TRY IT: Give back the lines of the records exactly, starting at the first and ending at the one with "dup .setfillconstantalpha .setstrokeconstantalpha".

Saved data entries:
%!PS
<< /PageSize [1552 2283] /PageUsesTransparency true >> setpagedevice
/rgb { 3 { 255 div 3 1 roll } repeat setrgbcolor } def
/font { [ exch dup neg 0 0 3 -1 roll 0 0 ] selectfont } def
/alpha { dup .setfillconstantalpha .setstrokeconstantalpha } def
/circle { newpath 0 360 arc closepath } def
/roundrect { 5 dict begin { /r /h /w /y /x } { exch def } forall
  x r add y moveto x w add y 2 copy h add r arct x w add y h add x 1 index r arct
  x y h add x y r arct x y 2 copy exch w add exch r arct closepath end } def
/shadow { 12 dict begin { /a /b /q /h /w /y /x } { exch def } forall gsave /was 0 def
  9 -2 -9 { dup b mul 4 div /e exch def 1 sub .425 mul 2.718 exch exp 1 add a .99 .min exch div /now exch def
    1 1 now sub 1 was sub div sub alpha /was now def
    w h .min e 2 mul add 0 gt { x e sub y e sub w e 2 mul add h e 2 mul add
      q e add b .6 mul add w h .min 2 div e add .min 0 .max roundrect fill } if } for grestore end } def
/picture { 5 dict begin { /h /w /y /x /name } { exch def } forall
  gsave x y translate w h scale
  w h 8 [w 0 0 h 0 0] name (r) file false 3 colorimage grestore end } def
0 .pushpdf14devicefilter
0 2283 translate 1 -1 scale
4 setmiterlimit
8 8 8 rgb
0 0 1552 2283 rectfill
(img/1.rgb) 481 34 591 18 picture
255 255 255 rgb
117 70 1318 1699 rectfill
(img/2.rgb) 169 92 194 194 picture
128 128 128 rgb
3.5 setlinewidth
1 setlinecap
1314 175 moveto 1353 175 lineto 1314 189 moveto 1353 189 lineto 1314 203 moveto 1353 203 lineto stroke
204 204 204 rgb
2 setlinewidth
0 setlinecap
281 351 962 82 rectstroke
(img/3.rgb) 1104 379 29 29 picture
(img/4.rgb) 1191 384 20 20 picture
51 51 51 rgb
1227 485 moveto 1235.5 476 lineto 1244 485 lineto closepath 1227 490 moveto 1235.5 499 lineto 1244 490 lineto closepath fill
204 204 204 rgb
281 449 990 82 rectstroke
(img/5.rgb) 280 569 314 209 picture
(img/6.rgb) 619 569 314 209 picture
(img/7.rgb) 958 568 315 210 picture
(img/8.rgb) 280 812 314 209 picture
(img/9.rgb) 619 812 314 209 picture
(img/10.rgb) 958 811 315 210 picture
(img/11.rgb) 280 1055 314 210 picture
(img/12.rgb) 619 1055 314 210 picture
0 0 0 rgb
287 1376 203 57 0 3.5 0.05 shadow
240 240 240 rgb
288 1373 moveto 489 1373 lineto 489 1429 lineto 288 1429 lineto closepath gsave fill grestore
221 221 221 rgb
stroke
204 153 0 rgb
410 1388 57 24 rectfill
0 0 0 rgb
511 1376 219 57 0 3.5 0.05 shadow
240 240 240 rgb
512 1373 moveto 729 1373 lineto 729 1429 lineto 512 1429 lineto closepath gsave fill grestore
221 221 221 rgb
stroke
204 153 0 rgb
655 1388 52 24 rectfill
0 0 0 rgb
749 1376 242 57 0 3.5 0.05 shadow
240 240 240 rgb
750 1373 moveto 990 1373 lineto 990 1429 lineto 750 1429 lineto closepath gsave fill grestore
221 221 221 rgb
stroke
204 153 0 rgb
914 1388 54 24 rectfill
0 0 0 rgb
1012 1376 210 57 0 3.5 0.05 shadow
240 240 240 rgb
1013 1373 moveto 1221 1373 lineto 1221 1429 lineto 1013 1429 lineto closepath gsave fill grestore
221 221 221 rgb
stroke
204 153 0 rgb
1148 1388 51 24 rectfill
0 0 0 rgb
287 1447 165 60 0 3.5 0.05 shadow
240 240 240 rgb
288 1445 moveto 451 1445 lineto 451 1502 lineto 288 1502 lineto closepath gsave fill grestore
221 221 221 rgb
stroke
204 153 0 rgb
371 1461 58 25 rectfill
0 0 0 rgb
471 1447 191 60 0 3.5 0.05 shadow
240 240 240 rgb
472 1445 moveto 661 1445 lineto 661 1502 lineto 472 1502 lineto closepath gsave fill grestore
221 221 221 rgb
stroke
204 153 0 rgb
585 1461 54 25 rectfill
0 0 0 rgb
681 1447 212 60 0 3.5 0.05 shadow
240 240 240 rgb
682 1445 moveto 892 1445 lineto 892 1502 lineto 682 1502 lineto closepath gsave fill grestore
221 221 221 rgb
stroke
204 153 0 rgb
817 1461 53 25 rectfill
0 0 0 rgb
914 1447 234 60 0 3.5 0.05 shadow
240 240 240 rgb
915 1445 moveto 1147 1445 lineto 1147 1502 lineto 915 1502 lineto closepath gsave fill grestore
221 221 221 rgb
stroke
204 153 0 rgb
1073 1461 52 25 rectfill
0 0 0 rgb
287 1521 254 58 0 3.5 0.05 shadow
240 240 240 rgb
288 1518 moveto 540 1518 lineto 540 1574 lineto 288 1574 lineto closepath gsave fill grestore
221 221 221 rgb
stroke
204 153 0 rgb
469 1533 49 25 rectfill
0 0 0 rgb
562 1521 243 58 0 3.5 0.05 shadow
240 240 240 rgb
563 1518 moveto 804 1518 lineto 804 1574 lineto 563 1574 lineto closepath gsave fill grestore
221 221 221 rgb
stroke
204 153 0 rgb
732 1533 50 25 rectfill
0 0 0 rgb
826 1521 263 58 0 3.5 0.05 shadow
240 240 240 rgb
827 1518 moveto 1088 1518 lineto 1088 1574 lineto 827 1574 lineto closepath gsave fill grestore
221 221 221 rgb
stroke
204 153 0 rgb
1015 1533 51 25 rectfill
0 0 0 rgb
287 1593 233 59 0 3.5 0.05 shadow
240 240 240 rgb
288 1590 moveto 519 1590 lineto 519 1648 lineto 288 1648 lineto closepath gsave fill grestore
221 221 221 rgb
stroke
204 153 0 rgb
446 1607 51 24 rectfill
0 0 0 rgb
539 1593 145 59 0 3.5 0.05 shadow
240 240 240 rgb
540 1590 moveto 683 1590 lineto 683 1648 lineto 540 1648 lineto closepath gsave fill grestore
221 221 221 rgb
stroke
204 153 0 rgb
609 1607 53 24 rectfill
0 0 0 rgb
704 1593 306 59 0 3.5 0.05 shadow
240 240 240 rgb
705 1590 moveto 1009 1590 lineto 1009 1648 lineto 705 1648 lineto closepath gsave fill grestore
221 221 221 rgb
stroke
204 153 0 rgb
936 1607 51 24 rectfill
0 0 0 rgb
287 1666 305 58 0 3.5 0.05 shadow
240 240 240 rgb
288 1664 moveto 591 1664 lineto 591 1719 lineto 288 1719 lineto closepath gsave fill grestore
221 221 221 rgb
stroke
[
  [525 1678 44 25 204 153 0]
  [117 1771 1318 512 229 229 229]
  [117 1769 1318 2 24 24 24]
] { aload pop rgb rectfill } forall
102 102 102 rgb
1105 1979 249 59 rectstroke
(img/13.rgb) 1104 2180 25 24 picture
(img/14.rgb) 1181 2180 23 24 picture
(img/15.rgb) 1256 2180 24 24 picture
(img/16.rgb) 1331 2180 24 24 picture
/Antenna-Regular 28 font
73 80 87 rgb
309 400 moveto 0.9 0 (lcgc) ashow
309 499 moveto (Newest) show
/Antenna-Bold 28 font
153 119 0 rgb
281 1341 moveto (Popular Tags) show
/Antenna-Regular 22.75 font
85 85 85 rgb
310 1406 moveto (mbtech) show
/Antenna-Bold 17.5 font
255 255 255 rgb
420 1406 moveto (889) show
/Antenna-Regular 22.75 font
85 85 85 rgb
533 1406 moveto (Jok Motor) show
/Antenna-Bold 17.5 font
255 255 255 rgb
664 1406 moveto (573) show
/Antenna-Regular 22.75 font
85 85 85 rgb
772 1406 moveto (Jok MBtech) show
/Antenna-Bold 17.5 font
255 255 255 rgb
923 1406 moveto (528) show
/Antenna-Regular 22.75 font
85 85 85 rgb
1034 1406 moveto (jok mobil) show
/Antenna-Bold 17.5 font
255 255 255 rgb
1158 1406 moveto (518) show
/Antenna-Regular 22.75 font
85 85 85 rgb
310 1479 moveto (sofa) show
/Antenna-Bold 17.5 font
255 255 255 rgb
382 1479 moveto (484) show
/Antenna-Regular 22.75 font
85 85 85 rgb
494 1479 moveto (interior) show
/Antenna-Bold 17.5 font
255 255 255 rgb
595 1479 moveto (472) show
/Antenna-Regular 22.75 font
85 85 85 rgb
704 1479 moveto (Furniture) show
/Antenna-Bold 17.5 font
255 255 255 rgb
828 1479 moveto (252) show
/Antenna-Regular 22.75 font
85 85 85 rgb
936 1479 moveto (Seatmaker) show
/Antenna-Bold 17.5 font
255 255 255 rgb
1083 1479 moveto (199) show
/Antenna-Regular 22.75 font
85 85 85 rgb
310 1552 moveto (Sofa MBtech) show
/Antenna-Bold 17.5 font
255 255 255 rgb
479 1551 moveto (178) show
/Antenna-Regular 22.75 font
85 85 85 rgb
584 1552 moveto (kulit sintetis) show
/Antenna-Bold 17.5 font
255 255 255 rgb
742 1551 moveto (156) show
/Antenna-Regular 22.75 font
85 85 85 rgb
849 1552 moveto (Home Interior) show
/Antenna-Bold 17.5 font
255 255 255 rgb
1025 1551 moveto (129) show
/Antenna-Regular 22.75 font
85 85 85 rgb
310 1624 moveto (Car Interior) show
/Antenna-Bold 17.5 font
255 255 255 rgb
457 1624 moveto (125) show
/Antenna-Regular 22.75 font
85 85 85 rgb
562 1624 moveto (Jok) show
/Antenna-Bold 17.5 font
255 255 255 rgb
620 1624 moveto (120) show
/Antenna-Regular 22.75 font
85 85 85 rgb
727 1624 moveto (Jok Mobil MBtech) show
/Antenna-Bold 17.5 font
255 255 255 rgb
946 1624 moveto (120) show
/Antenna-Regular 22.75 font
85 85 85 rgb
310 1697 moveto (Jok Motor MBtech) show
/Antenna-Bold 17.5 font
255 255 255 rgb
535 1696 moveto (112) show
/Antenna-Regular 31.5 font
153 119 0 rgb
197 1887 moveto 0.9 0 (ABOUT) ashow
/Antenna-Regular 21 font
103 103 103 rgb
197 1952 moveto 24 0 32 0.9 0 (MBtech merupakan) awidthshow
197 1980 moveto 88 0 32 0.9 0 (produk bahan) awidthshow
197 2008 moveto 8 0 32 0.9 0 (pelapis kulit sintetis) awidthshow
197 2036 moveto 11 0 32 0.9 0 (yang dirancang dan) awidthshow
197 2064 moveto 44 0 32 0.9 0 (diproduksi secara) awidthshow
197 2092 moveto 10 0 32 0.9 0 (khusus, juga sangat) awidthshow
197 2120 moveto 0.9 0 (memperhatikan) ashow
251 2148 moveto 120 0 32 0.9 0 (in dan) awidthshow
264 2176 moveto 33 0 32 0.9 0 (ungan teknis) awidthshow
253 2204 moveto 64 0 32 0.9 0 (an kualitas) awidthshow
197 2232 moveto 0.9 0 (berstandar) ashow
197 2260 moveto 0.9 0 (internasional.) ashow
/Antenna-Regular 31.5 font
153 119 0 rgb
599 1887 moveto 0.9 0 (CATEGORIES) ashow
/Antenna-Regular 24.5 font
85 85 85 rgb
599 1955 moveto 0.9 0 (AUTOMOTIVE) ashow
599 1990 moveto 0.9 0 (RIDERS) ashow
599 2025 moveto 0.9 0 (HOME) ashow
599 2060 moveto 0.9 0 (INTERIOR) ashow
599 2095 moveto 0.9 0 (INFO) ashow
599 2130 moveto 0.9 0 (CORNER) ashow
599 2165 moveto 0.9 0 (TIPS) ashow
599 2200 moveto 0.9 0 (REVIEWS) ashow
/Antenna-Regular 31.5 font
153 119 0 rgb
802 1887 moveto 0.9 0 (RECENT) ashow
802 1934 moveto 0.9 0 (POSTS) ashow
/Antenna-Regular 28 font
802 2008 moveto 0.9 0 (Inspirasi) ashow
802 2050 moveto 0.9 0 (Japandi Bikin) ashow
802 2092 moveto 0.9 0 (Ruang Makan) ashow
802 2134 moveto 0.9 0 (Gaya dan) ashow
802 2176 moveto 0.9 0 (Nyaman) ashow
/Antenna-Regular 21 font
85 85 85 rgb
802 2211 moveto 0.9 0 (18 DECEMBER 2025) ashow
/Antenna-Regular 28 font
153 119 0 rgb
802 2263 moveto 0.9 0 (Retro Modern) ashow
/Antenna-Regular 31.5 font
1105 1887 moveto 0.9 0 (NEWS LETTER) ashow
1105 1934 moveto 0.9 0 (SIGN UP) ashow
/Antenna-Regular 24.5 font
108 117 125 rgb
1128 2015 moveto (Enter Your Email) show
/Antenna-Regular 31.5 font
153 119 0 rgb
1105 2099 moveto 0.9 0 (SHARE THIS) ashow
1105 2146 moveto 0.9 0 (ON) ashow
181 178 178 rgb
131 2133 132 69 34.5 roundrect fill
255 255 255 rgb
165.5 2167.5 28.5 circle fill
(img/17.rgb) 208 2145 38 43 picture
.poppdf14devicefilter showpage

WRITTEN REPLY:
%!PS
<< /PageSize [1552 2283] /PageUsesTransparency true >> setpagedevice
/rgb { 3 { 255 div 3 1 roll } repeat setrgbcolor } def
/font { [ exch dup neg 0 0 3 -1 roll 0 0 ] selectfont } def
/alpha { dup .setfillconstantalpha .setstrokeconstantalpha } def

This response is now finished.